> Work order:
Take each line in the entries below that holds "strokeStyle" and show it.

Stored items:
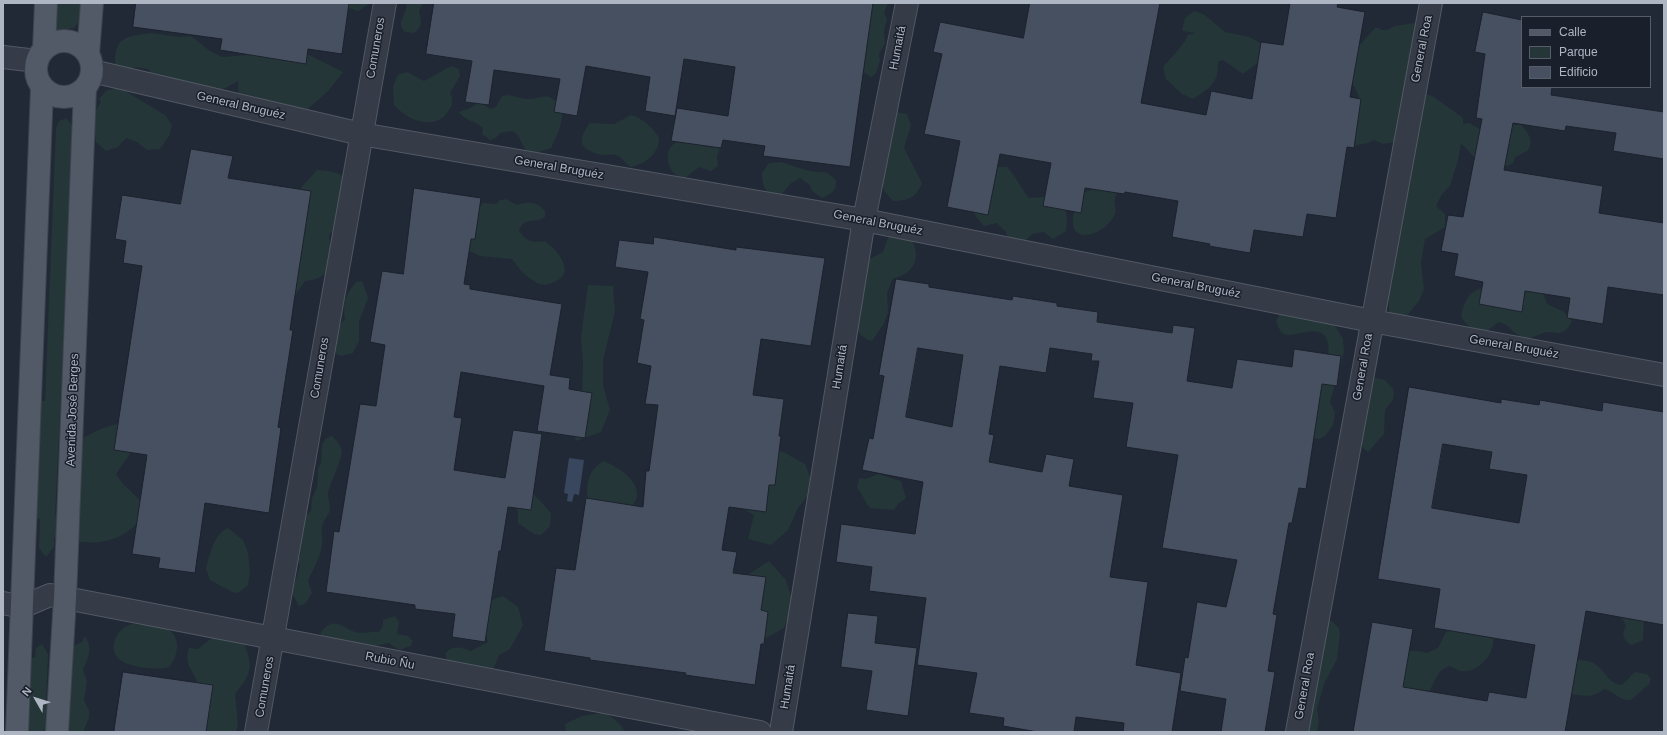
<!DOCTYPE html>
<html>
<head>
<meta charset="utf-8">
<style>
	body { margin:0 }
	#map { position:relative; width:1667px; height:735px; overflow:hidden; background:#212936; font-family:Arial,sans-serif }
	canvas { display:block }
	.frame { position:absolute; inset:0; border:4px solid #afb6c3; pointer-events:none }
	.legend { position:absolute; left:1521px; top:16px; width:130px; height:72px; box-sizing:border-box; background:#1a202b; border:1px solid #565c68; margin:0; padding:5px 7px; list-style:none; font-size:12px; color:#afb6c3 }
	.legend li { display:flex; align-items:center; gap:8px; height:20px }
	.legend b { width:20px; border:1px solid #565c68 }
	.north { position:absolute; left:16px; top:679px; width:40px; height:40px; -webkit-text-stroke:3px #1a202b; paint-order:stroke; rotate:309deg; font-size:11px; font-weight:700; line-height:16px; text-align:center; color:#afb6c3 }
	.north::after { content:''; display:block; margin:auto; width:14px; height:18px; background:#afb6c3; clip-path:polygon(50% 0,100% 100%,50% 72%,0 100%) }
</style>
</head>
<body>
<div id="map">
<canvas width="1667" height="735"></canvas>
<div class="frame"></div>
<ul class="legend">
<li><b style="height:5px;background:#525a67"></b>Calle</li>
<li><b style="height:11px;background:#243638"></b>Parque</li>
<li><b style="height:11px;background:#475060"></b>Edificio</li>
</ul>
<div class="north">N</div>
</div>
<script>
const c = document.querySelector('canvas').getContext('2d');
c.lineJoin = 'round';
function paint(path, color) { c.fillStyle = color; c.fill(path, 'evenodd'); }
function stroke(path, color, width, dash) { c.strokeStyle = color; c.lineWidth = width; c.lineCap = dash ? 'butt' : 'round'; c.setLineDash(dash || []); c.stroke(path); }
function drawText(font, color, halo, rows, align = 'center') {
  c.font = font + ' Arial,sans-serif'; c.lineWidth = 3; c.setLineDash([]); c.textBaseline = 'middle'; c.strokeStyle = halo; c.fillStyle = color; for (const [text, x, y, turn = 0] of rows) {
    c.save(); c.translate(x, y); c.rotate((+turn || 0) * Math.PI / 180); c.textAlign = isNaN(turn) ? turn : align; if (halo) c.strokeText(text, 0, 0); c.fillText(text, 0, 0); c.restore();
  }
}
paint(new Path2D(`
	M 55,3 L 81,3 L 80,20 L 74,28 L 70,28 L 66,36 L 55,31 Z
	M 344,3 L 371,3 L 358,11 L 346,7 Z
	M 406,3 L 423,3 L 419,11 C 421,21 424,25 414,33 L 405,32 L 401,27 C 400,17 408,12 406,3 Z
	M 876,3 L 888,3 L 884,13 L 887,19 L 884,31 L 885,43 L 879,54 L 880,61 L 876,73 L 871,77 L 860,70 L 864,51 L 868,46 L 865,41 L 870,7 Z
	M 1194,11 L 1205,15 L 1225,32 L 1249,37 L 1264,45 L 1264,58 L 1243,74 L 1223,60 L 1218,62 C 1219,83 1210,88 1193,99 L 1182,94 L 1166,79 L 1163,67 C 1172,56 1182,48 1188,35 L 1196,33 L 1182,31 L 1185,18 Z
	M 1414,23 L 1426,33 L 1424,93 L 1434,97 L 1463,118 L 1463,124 L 1469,123 L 1485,132 L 1503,124 L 1521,125 C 1528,131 1535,143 1527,151 C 1524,153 1519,155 1515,157 L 1513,163 L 1508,166 L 1474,157 L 1461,143 L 1458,160 L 1450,186 L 1442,194 L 1436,206 L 1445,214 L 1445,227 L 1425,239 L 1421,262 L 1424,289 L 1419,301 L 1402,321 L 1389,316 L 1389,302 L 1380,280 L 1383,252 L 1403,220 L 1401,141 L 1383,144 L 1374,140 L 1368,143 L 1352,146 L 1359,97 L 1354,86 L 1344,78 L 1354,51 L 1375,28 L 1379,28 L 1381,30 L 1387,30 L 1395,26 Z
	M 151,33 L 179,37 L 191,36 L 210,51 L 222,57 L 248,55 L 260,51 L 284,57 L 309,55 L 343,72 L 329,90 L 302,114 L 239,106 L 238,81 L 216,93 L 156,78 L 148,69 L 136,67 L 126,71 L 115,66 C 114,35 127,37 151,33 Z
	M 451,66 L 459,69 L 460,76 L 450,93 C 453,99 453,104 449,110 C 436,132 408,121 394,105 L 393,86 L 398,75 L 407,72 L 424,81 Z
	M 120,88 L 165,115 L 172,125 L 169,136 L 160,149 L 147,150 L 137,142 L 126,138 L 118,147 L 106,151 L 96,142 L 94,129 L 94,113 L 101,102 L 99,99 L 107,90 Z
	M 508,95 C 515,96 522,99 529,99 C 537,100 543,94 551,98 C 572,107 558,134 551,148 L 532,154 L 526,151 L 518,135 L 513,131 L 500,133 L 496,138 L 490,140 L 482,134 L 483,128 C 476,121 464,120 459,112 L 470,108 L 480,102 L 491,109 L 496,107 L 502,96 Z
	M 895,112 L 907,114 L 911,125 L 904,148 L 922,183 C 916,197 909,201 893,201 L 884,191 L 881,178 Z
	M 631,115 C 643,118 653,128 659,138 C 659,154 645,164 631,167 C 626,164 622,157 616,155 C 612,154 607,155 603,155 C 580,151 576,141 590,123 L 614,124 Z
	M 66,118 L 74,128 L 55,516 L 63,507 L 72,446 C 87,435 100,427 119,424 L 139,441 L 116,474 L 123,484 L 143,503 L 144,516 C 119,547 90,546 54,537 L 54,547 L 46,557 L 39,548 L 40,519 L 34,517 L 39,460 L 36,447 L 35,419 L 41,409 L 41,401 L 45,401 L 56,128 L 59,121 Z
	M 679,141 L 697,143 L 709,147 L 710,144 L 720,148 L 717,156 L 718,166 L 711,171 L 699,167 L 685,178 C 666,177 661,146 679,141 Z
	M 781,162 C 794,166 813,174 826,172 L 836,180 C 837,191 831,194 822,198 L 812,191 L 810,185 L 800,178 L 790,184 L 782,194 C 766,198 762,186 762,173 L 769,163 Z
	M 993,167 L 1007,167 C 1016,176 1020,187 1029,198 L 1054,196 C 1067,208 1068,214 1066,231 L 1053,239 L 1044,232 L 1032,234 L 1023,243 L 1011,246 L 1006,232 L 997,223 L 984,226 L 976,217 L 971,206 Z
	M 317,170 C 333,171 339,172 352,183 L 352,206 L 329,235 C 331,257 335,279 305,281 L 291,301 L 298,191 Z
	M 1120,187 C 1118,191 1115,195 1115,199 C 1113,205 1118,210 1114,216 C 1102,238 1063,247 1075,209 C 1077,204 1078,197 1084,193 C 1094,187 1108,188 1120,187 Z
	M 506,199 L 517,205 C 527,201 538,202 545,211 L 545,217 C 534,225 524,215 519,231 C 527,242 533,243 545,241 C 560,252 577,275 552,283 C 545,286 539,285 534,281 C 525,276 518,267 512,259 L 480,256 L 468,250 L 475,213 L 483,203 L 496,204 L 500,200 Z
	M 889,235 L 912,241 C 919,253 917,268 903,275 C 899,277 896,277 892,280 L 887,293 L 888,313 L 883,325 L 872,341 C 862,339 854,329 854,318 C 854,304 864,275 868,260 L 883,252 Z
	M 362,281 L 368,298 L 359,322 L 359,341 L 353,353 L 341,356 L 335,353 C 332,336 334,332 345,319 C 342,304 346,294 356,282 Z
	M 588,285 L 613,286 L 615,311 L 603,360 L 603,385 L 610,410 L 601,432 L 576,441 L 567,418 L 582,398 L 583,362 L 581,337 Z
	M 1484,288 L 1519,289 L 1543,293 L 1547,304 L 1564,312 L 1572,321 C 1570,325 1568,329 1564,331 C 1559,335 1555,332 1549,332 C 1539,332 1531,343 1518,335 C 1510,330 1508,323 1498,322 L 1484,334 C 1474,331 1465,325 1461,316 C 1464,302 1469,290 1484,288 Z
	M 1284,312 L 1333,323 L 1343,339 L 1344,352 L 1330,402 L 1335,413 L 1333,425 L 1325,436 L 1319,439 L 1313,438 L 1303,432 C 1310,412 1332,364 1328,344 C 1323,317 1290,343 1281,332 C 1279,329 1277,324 1276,321 L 1279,315 Z
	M 1372,377 L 1385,380 L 1393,389 L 1394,394 L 1393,400 L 1385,410 L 1384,434 L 1368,452 L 1363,448 L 1360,443 Z
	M 332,436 C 337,441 341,445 342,452 C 342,457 331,483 329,489 C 326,496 331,503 330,510 C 329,515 324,519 323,524 C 320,531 323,537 322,545 C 320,558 313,569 308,581 L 312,593 L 305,604 L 299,606 L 293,595 L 293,589 L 300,566 L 298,560 L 301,554 L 297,543 L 303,519 L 311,511 L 312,498 L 317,487 L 318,469 L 321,463 L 322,445 L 325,439 Z
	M 761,444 L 783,452 L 805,464 L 814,488 L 798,508 L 788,530 L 771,545 L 748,539 L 754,515 L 732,503 Z
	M 604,461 C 617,467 639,479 637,497 C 636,500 633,505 631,509 L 588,499 C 585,483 590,468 604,461 Z
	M 878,474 L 901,481 L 906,498 L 898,504 L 894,510 L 870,508 C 864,501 863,494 857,488 L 859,478 L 866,479 Z
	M 531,491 L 551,513 L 550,526 L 541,535 L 534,534 L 518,523 L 518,512 L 513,500 Z
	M 228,528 L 243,540 L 248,552 L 250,572 L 248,585 L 238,593 L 232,592 L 210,580 L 206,569 C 209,556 214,533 228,528 Z
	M 769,561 L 786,580 L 793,603 L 784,628 L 764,639 L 745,599 L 749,574 Z
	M 503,596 L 518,607 L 523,625 L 510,649 L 499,655 L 494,667 L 489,672 L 449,665 L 445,654 C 453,644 461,648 471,651 L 488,642 L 480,615 L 492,600 Z
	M 395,616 L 399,622 L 397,634 L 408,636 L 413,641 L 411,646 L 399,650 L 389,643 L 365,648 L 320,638 L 321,632 C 336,613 345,632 360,633 C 366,633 373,631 379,632 L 383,626 L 383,620 Z
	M 1619,616 L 1644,621 L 1643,640 L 1632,645 C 1623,641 1621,635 1626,626 L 1623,620 Z
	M 1320,618 L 1329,619 L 1338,627 L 1340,633 L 1337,659 L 1324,684 L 1317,709 L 1319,722 L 1317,732 L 1298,732 Z
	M 133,624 C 139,625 157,625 161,626 C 182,632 180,654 169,667 C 157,671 126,667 118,658 C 107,645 119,626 133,624 Z
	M 1454,629 L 1492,633 C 1498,650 1480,674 1461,671 C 1457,670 1452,667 1449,666 C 1436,670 1434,685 1427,696 L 1404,697 L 1399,658 C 1410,649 1414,650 1427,653 L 1438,648 L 1446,632 Z
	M 85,636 C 93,648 88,658 83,670 L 87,681 L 84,700 L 89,711 L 89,718 L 83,732 L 18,732 L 30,657 L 35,658 L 36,648 L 42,644 L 48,654 L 46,705 L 71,647 L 82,642 Z
	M 213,637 L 244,643 C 253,668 252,673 235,694 L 238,724 L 236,732 L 197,732 C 198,720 201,694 198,684 C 194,669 183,666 189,648 L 198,649 Z
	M 1574,660 C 1580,660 1587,660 1593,663 C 1605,669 1607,683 1622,685 L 1635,672 L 1647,674 L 1651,679 L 1649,684 L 1631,700 C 1617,700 1616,692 1604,689 C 1593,698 1585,696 1571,694 Z
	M 602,713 C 612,716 620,722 625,732 L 566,732 L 565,724 L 582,716 Z`), '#243638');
paint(new Path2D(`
	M 569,458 L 584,460 L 579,495 L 574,494 L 572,502 L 567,501 L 568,494 L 564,493 Z`), '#38465e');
const building = new Path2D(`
	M 136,3 L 349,3 L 342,54 L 308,49 L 306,64 L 220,50 L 222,39 L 133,27 Z
	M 434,3 L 873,3 L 850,167 L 763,156 L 765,146 L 723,140 L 721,148 L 671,141 L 677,108 L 728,116 L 735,67 L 684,59 L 675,116 L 645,111 L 650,77 L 586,66 L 577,116 L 554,112 L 560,79 L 494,70 L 489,105 L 465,102 L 472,61 L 426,54 Z
	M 1030,3 L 1160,3 L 1141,103 L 1206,115 L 1211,91 L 1252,99 L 1261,42 L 1283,45 L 1290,3 L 1338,3 L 1337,7 L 1365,12 L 1350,97 L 1361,99 L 1354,148 L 1347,147 L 1336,218 L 1307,214 L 1303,237 L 1254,230 L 1250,253 L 1209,246 L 1210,244 L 1172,237 L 1178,201 L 1125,192 L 1124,194 L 1085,188 L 1081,213 L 1043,206 L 1051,163 L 1000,154 L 988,215 L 947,207 L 960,141 L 924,134 L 942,54 L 933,52 L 940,22 L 1023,38 Z
	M 1483,12 L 1522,20 L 1522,87 L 1552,87 L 1551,95 L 1664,112 L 1664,159 L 1613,151 L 1616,133 L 1566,126 L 1565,131 L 1513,123 L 1504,170 L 1603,186 L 1599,213 L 1664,223 L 1664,295 L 1608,287 L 1603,324 L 1567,318 L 1570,298 L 1525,291 L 1522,312 L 1479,304 L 1483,282 L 1454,276 L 1458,254 L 1441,251 L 1448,215 L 1463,217 L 1482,119 L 1476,118 L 1485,54 L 1475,52 Z
	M 191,149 L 233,156 L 228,178 L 311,191 L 294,302 L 290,330 L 293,330 L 278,427 L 281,428 L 269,513 L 205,503 L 195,573 L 158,568 L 160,558 L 132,554 L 147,455 L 114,450 L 142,266 L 123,263 L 126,241 L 115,239 L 122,195 L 180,204 Z
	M 414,188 L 481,198 L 475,239 L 471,239 L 464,284 L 470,285 L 470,289 L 562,304 L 550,375 L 570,378 L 569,389 L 592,393 L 585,438 L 537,431 L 544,386 L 461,372 L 454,417 L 462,418 L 454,470 L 505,478 L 513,430 L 542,434 L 531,510 L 508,507 L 501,551 L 499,551 L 485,642 L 452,637 L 455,614 L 415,609 L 415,605 L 326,592 L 334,531 L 339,532 L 360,404 L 376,406 L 385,345 L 370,342 L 382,271 L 403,274 Z
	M 654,237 L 736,250 L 736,247 L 825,258 L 811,346 L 761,339 L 753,395 L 784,399 L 779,436 L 781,436 L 775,485 L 769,485 L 766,512 L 729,507 L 722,550 L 737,552 L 733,573 L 766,577 L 761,610 L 768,612 L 764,644 L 761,644 L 755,685 L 685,675 L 686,673 L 590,660 L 590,658 L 544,651 L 556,568 L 575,570 L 586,498 L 643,507 L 646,471 L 649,471 L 658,405 L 645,404 L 651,366 L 637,363 L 644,320 L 640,319 L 648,272 L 615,267 L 619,240 L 653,244 Z
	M 896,279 L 929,284 L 929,287 L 1012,300 L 1013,296 L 1057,303 L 1057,306 L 1098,312 L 1097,322 L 1172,333 L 1173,325 L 1195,328 L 1187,381 L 1232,388 L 1237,359 L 1292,367 L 1294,349 L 1341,356 L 1337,386 L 1322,384 L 1306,489 L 1299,488 L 1292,523 L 1289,523 L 1273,614 L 1277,615 L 1268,671 L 1275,672 L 1265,732 L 1221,732 L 1226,699 L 1180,691 L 1185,657 L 1188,658 L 1197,602 L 1226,607 L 1237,560 L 1162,548 L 1178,455 L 1126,447 L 1133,403 L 1093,398 L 1099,361 L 1091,361 L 1092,354 L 1050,348 L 1046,373 L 1000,366 L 989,434 L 994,435 L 989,462 L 1042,472 L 1046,454 L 1074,459 L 1069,486 L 1123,495 L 1110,577 L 1148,582 L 1136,665 L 1181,673 L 1172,732 L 1123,732 L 1124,723 L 1076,717 L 1074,732 L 1038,732 L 1003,726 L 1004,718 L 969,713 L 977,673 L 917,665 L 926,598 L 869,591 L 872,567 L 836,562 L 841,524 L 915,534 L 923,482 L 862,470 L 869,438 L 873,439 L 884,376 L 879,375 ZM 918,348 L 963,355 L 952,427 L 906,417 Z
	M 1409,387 L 1501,403 L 1501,399 L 1539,405 L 1540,400 L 1602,411 L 1603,402 L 1664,412 L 1664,625 L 1586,611 L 1565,732 L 1353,732 L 1372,622 L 1413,629 L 1403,687 L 1487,701 L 1489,692 L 1526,698 L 1535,645 L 1434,628 L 1440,589 L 1378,579 ZM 1443,444 L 1492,452 L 1489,469 L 1527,475 L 1519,523 L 1432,508 Z
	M 848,613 L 878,616 L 875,643 L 917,648 L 908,716 L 866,710 L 872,671 L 841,667 Z
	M 123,672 L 213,685 L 206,732 L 114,732 Z`);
paint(building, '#475060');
stroke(building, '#1c222d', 1);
const minor = new Path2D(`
	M 3,57 L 37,61
	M 92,71 L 361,134 L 864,220 L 1372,321 L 1664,375
	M 3,603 L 22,607 L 50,595 L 760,732
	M 256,732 L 385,3
	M 781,732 L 864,220 L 907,3
	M 1297,732 L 1431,3`);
const major = new Path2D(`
	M36 69a28 28 0 1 1 56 0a28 28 0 1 1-56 0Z
	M 44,49 L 46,3
	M 88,54 L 92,3
	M 17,732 L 42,88
	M 57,732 L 65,598 L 85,88`);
stroke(minor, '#525964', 24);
stroke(major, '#3e4450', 24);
stroke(minor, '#353b47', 22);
stroke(major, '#525a67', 22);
drawText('12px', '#afb6c3', '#1a202b', [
	["Comuneros",376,48,-80],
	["Humaitá",898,48,-79],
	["General Roa",1422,49,-79],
	["General Bruguéz",241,106,13],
	["General Bruguéz",559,168,10],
	["General Bruguéz",878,223,11],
	["General Bruguéz",1196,286,11],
	["General Bruguéz",1514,347,10],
	["Humaitá",840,367,-81],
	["General Roa",1363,367,-80],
	["Comuneros",320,368,-80],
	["Avenida José Berges",73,410,-88],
	["Rubio Ñu",390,661,11],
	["General Roa",1305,686,-80],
	["Comuneros",265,687,-80],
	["Humaitá",788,687,-81]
]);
</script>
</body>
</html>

> Your solution:
function stroke(path, color, width, dash) { c.strokeStyle = color; c.lineWidth = width; c.lineCap = dash ? 'butt' : 'round'; c.setLineDash(dash || []); c.stroke(path); }
  c.font = font + ' Arial,sans-serif'; c.lineWidth = 3; c.setLineDash([]); c.textBaseline = 'middle'; c.strokeStyle = halo; c.fillStyle = color; for (const [text, x, y, turn = 0] of rows) {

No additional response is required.